Exercise prompt: Each line that contains the word "Fairfax" counts once; give the total for the records below and nothing else.

Data:
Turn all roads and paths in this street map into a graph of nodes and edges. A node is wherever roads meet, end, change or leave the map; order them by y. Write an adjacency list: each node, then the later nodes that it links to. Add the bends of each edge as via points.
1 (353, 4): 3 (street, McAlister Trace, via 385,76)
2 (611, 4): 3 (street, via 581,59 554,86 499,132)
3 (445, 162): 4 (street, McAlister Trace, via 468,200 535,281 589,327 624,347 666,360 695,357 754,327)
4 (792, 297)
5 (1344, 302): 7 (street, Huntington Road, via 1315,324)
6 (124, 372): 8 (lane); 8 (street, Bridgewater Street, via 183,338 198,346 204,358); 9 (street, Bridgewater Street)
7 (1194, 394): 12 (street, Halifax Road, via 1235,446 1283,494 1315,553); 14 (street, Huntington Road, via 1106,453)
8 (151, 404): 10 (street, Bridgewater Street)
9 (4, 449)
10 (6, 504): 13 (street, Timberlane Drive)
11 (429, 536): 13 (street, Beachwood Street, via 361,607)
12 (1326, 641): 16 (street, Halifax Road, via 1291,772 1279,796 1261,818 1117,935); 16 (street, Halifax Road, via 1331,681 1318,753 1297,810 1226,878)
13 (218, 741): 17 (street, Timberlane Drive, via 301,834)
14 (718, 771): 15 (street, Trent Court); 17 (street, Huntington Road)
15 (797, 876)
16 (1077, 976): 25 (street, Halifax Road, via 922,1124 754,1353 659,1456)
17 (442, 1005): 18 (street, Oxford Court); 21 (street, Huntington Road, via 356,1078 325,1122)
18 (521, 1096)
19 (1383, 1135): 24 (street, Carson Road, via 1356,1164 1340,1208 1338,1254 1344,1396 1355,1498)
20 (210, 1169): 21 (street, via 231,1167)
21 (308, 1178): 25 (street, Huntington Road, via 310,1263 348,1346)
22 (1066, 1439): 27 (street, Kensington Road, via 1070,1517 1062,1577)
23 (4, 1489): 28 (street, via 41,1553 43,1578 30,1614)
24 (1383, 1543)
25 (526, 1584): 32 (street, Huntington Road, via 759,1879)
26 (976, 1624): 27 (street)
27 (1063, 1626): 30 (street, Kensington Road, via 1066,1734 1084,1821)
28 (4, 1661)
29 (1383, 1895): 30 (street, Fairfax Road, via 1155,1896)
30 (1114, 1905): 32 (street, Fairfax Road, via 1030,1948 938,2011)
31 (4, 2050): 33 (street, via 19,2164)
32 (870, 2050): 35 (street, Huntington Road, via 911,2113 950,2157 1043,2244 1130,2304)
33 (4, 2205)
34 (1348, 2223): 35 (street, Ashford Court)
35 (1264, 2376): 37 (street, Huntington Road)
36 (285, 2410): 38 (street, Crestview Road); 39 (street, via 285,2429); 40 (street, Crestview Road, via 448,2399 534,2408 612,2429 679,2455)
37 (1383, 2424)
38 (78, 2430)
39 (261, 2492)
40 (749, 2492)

Solution to the exercise: 2